# A modified question of Hazay & Lindell's Efficient Secure Two-Party protocols Book

Based on the question proposed on page 27, we propose a modified question as follows:

Suppose the protocol is based on Paillier cryptosystem and $$P_2$$ has generated related public and private keys ($$P_2$$ publishes its pub key). Then, $$P_1$$ will encrypt $$x$$ using the public key and send it to $$P_2$$.

Considering this scenario, is it secure in the semi-honest model?
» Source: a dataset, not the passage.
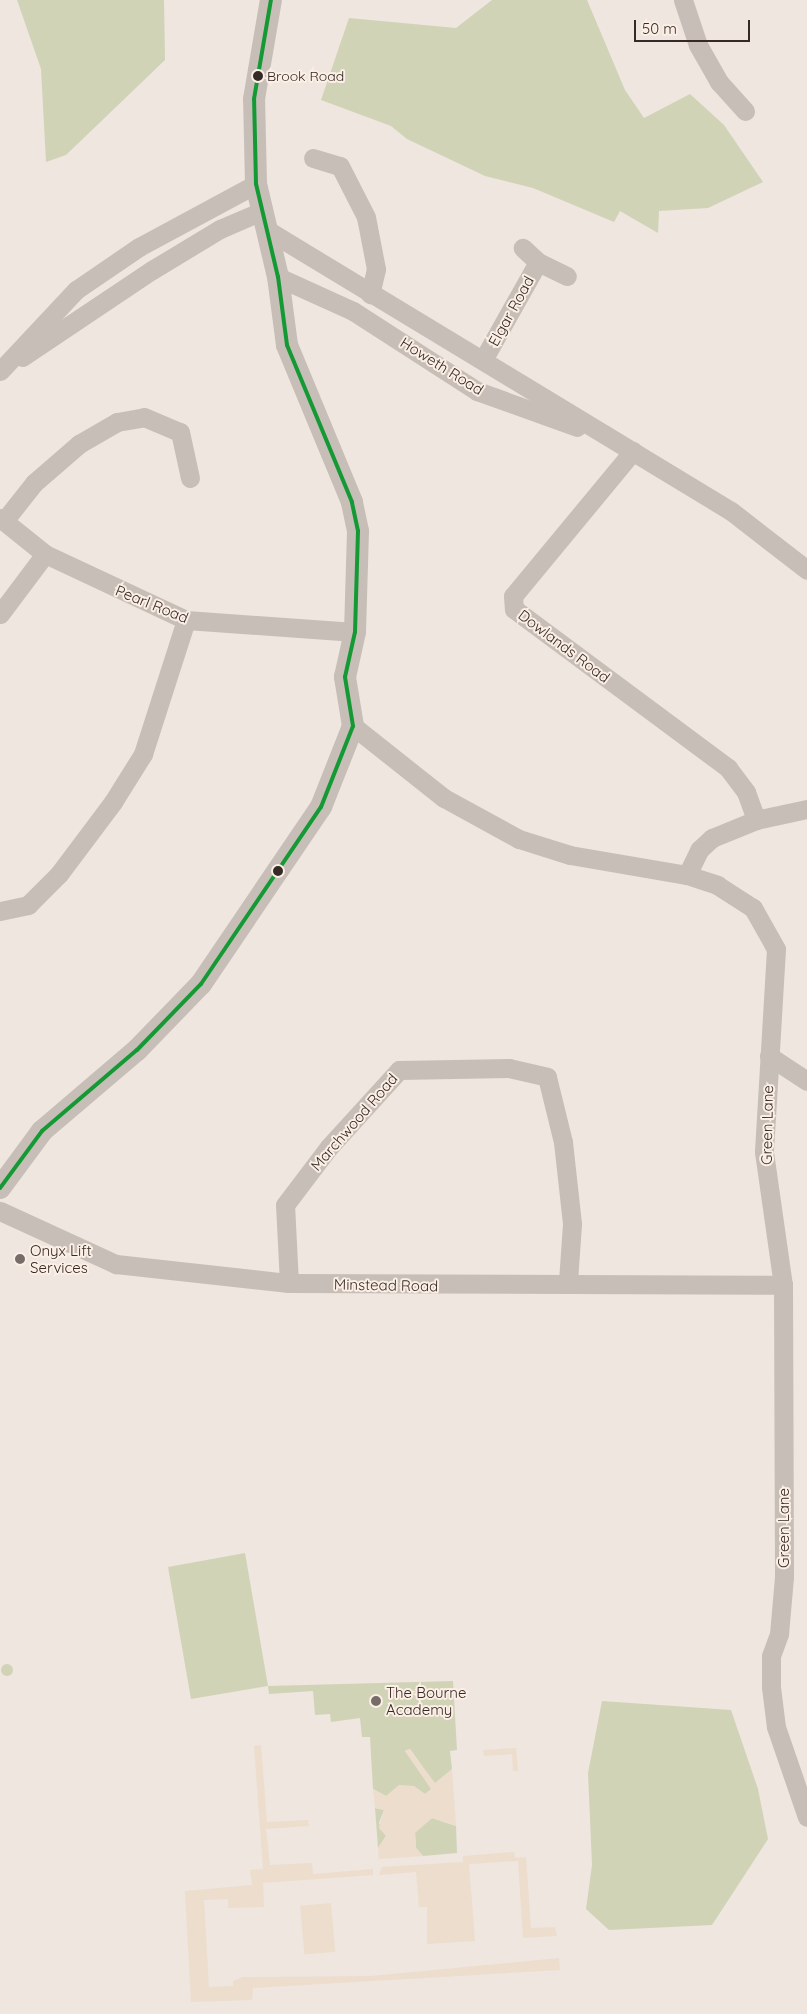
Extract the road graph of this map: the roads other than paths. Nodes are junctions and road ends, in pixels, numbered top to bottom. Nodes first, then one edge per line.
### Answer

• Encryption hides information from someone who doesn't know the decryption key, but $P_2$ knows the key in this case. $P_2$ can obtain $x$ even when its input $y=0$, so the protocol is not semi-honest secure. – Mikero Jan 20 at 16:40
• @Mikero Isn't that an answer? – Maarten Bodewes Jan 20 at 17:09

Promoting my comment to an answer: Encryption hides information from someone who doesn't know the decryption key. In your case, $$P_2$$ knows the decryption key, and can therefore learn $$x$$. This is really no different than sending $$x$$ in the clear to $$P_2$$.
Note that this is the strange example from the book that is secure in the malicious setting but not in the semi-honest setting. Adding the encryption step doesn't change that. Your modified protocol leaks $$x$$ to a semi-honest $$P_2$$ even when its input is $$y=0$$, so the protocol is not semi-honest secure. But your modified protocol is secure against malicious $$P_2$$ since malicious $$P_2$$ always learns $$x$$ in the ideal world without loss of generality.